→ EXTRACTED MATERIAL
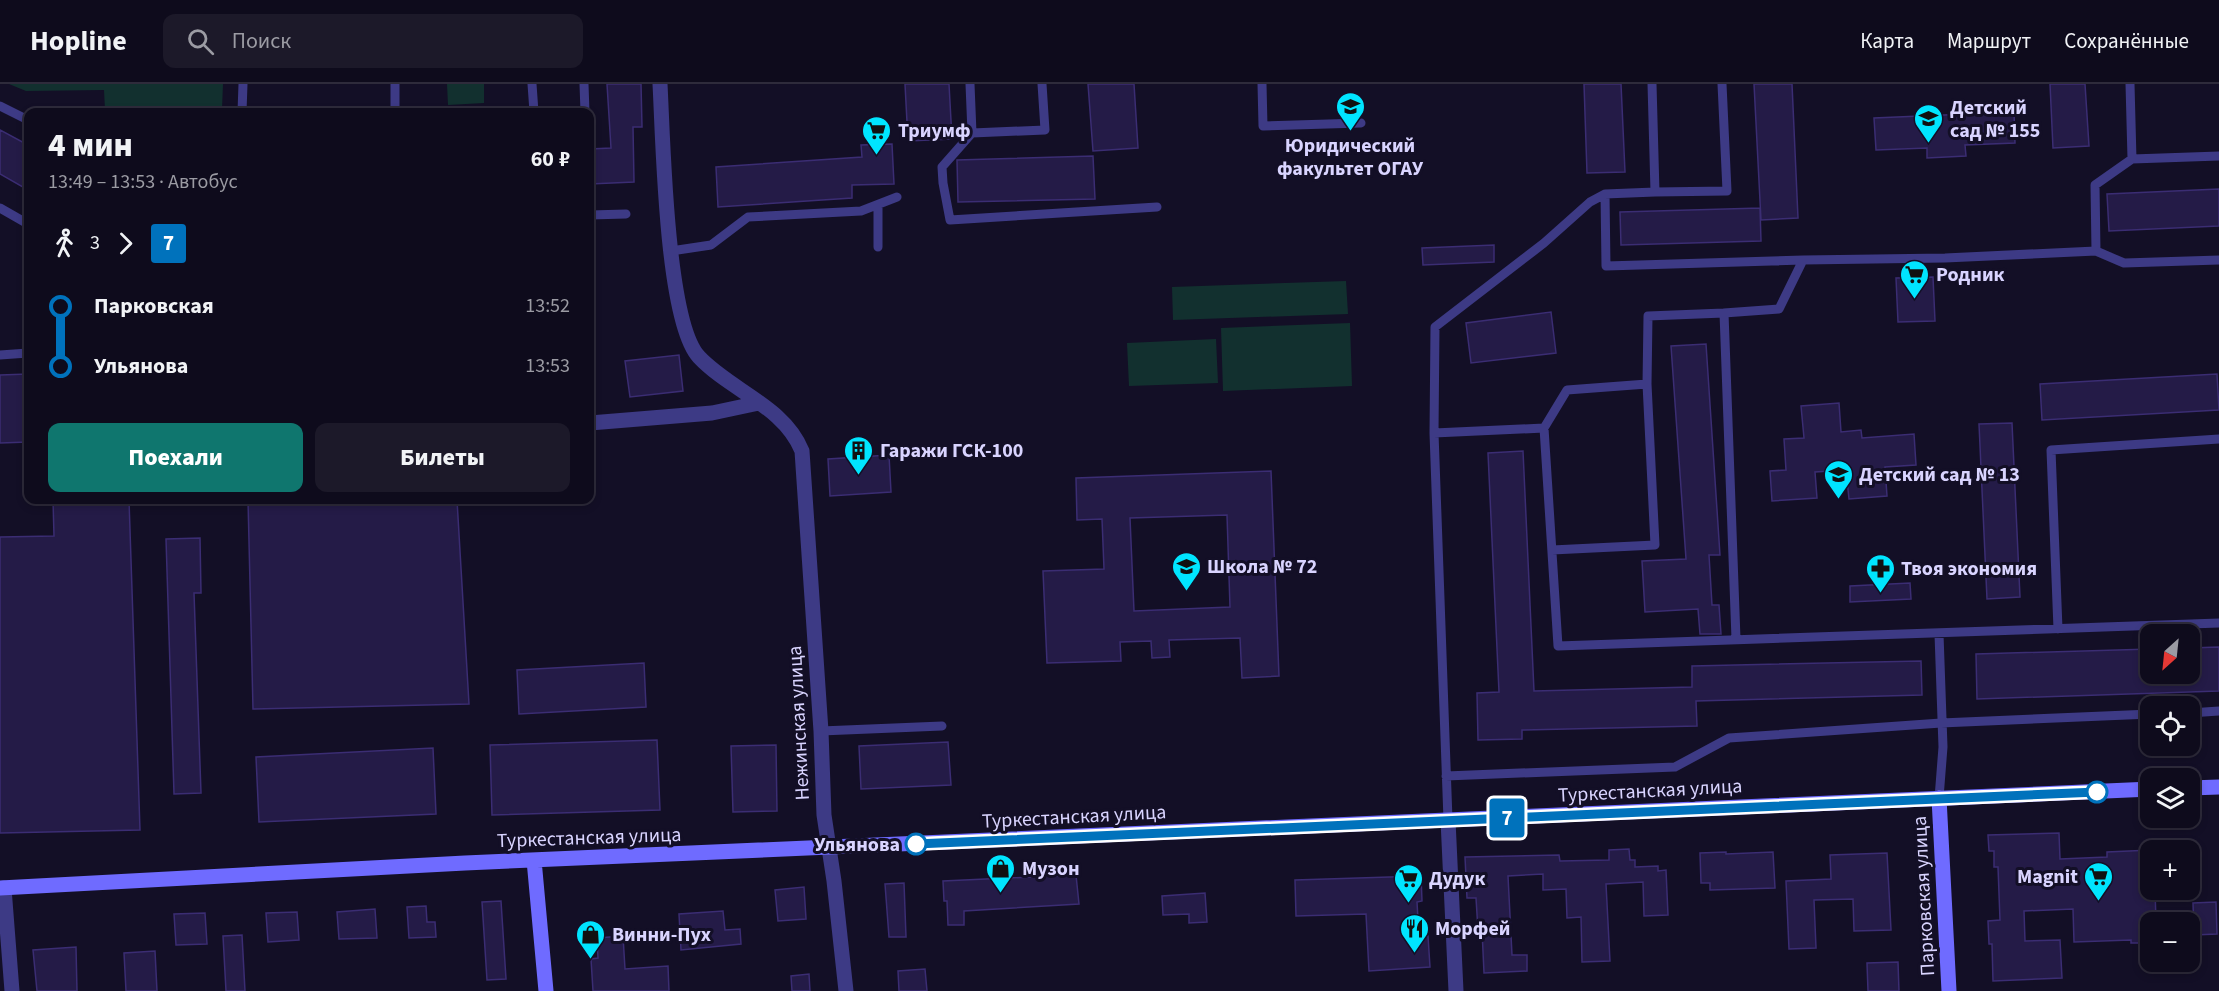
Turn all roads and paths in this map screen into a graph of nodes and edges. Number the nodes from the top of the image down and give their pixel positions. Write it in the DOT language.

---

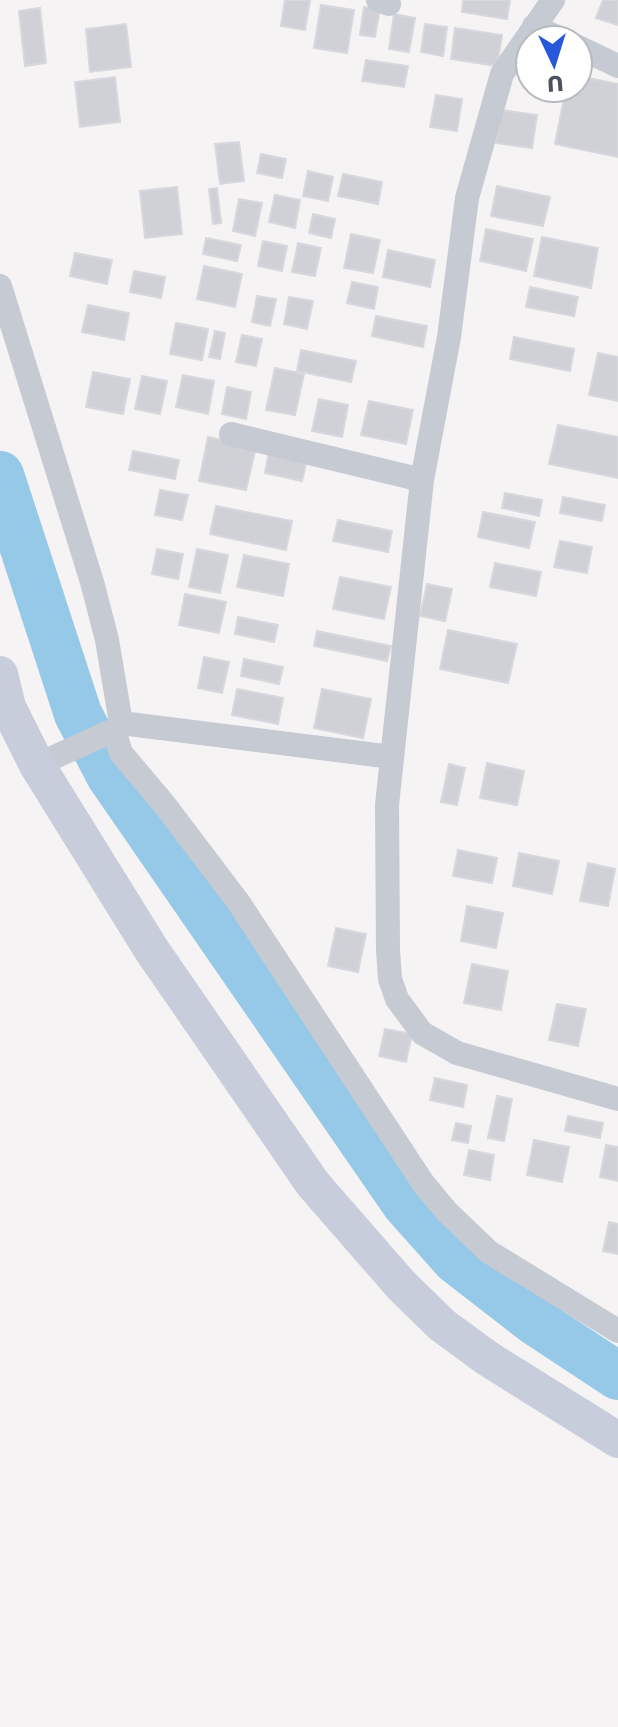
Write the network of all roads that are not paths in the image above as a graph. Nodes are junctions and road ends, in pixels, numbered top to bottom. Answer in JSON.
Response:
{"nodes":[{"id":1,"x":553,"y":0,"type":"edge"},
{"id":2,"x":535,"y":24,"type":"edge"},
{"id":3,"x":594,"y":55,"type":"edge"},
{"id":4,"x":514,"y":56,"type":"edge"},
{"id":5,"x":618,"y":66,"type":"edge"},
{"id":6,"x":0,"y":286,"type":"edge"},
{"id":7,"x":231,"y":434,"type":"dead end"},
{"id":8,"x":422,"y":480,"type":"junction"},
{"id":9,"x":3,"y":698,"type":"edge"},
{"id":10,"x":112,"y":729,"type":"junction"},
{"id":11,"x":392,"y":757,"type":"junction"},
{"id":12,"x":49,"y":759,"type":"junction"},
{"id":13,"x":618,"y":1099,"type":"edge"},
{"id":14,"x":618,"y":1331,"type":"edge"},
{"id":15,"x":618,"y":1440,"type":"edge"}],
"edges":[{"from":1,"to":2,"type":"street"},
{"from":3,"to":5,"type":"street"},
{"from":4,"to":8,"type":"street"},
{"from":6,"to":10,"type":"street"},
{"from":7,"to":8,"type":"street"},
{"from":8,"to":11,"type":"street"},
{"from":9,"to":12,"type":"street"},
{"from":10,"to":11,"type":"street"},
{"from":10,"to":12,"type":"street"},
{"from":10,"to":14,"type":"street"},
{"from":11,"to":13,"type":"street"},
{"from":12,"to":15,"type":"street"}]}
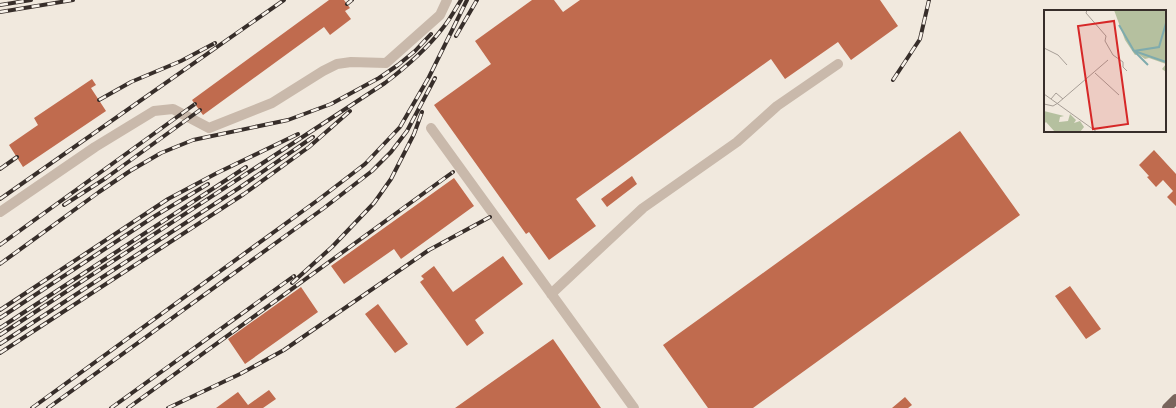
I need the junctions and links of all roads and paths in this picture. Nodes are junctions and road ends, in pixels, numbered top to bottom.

→ REQUIRED WORK
Could you output exactly the lines above, from the line with "Write the network" up to and including the line with "I need the junctions", and nothing else, skipping the pictures?

→ TASK RESULT
Write the network of all roads that are not paths in the image above as a graph. Nodes are junctions and road ends, in pixels, numbered top to bottom. Answer in JSON.
Response:
{"nodes":[{"id":1,"x":553,"y":0,"type":"edge"},
{"id":2,"x":535,"y":24,"type":"edge"},
{"id":3,"x":594,"y":55,"type":"edge"},
{"id":4,"x":514,"y":56,"type":"edge"},
{"id":5,"x":618,"y":66,"type":"edge"},
{"id":6,"x":0,"y":286,"type":"edge"},
{"id":7,"x":231,"y":434,"type":"dead end"},
{"id":8,"x":422,"y":480,"type":"junction"},
{"id":9,"x":3,"y":698,"type":"edge"},
{"id":10,"x":112,"y":729,"type":"junction"},
{"id":11,"x":392,"y":757,"type":"junction"},
{"id":12,"x":49,"y":759,"type":"junction"},
{"id":13,"x":618,"y":1099,"type":"edge"},
{"id":14,"x":618,"y":1331,"type":"edge"},
{"id":15,"x":618,"y":1440,"type":"edge"}],
"edges":[{"from":1,"to":2,"type":"street"},
{"from":3,"to":5,"type":"street"},
{"from":4,"to":8,"type":"street"},
{"from":6,"to":10,"type":"street"},
{"from":7,"to":8,"type":"street"},
{"from":8,"to":11,"type":"street"},
{"from":9,"to":12,"type":"street"},
{"from":10,"to":11,"type":"street"},
{"from":10,"to":12,"type":"street"},
{"from":10,"to":14,"type":"street"},
{"from":11,"to":13,"type":"street"},
{"from":12,"to":15,"type":"street"}]}
I need the junctions and links of all roads and paths in this picture. Nodes are junctions and road ends, in pixels, numbered top to bottom.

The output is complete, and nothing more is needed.